Au milieu de ce ballet d’ambitions, une silhouette se détache, celle d’Annabelle Brunet, conseillère départementale du Vernet, dont le nom résonne dans la bouche de Joan Nou comme une promesse. Elle incarne, à ses yeux, une synthèse rare : la modération d’un centre catalaniste, l’ancrage d’une femme du territoire, et une capacité à parler autant aux cœurs de gauche qu’à ceux déçus par la gestion d’Aliot. Brunet, encore hésitante à franchir le pas d’une candidature, est pour Nou une figure presque lampédusienne : celle qui pourrait, sans bouleverser l’ordre ancien, apporter un souffle nouveau.
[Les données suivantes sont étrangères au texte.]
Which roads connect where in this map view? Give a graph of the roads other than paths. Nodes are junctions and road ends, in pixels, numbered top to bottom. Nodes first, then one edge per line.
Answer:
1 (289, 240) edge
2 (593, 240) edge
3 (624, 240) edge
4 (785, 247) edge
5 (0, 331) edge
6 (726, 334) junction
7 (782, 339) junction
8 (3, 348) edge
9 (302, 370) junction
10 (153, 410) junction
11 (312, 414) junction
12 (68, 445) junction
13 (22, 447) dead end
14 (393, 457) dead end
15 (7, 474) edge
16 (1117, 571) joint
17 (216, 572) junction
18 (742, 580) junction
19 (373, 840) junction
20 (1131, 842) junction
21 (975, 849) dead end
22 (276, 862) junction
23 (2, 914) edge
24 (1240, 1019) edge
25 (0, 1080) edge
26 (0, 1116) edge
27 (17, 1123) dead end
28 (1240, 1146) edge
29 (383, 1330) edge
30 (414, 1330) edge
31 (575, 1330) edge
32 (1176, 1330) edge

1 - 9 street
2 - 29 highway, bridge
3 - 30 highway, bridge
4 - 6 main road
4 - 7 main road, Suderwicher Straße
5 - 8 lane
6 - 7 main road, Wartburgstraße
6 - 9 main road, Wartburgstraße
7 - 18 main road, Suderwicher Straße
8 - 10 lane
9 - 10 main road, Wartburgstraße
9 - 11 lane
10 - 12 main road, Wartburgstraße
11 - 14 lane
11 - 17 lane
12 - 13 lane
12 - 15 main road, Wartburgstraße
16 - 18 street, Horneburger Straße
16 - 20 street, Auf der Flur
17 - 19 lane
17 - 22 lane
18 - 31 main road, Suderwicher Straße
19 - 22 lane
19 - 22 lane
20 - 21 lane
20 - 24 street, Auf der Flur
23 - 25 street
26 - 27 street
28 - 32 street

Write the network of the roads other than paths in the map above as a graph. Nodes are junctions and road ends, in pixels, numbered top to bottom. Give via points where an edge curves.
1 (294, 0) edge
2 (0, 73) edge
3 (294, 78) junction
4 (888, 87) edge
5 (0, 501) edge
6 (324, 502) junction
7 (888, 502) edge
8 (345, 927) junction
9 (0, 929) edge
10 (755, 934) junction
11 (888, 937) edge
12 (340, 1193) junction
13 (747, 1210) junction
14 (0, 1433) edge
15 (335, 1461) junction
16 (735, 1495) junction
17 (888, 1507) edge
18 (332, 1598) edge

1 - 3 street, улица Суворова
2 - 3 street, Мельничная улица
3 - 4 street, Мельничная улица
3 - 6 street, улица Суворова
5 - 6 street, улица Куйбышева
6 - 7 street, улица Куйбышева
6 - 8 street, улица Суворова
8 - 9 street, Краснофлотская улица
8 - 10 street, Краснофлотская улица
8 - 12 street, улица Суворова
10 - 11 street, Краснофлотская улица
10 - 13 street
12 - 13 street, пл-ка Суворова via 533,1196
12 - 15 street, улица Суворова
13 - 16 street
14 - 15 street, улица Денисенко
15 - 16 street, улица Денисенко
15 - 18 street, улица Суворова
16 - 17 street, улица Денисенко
Comme Tancredi, elle semble comprendre que pour préserver l’âme catalane de Perpignan, il faut savoir naviguer entre les écueils des vieilles rivalités et les aspirations d’un peuple las des promesses non tenues.

Joan Nou et *Agissons Pays Catalans* : les gardiens de l’âme catalane

Dans ce théâtre politique, Joan Nou et *Agissons Pays Catalans* jouent un rôle singulier. Ils ne sont ni princes ni révolutionnaires, mais des chroniqueurs d’un temps en mutation, des gardiens d’une identité catalane qui refuse de se plier aux vents de l’uniformité. Depuis *L’Archipel contre-attaque*, ils tissent un récit où Perpignan, tel un palais sicilien, oscille entre grandeur passée et incertitudes futures. Leur soutien à Annabelle Brunet n’est pas qu’un choix stratégique ; il est une profession de foi, une croyance qu’un renouveau est possible sans renier les racines. Comme le Guépard, ils savent que tout changement véritable doit porter en lui la mémoire de ce qui fut.

 Une élégie pour Perpignan

Ainsi, dans les Pyrénées-Orientales, le débat politique s’écrit comme une fresque où se mêlent ambition, mémoire et désillusion. Joan Nou, avec *Agissons Pays Catalans*, observe ce monde en mouvement, conscient que, pour que Perpignan reste fidèle à elle-même, il faudra peut-être que tout change. Annabelle Brunet, dans leur regard, est une lueur, un espoir fragile dans un ciel chargé de nuages. Mais, comme le prince de Salina le savait jadis, les étoiles nouvelles ne brillent que si l’on accepte de voir s’éteindre les anciennes. À l’approche de 2026, Perpignan attend son heure, entre ombre et lumière, dans l’attente d’un destin qui reste à écrire.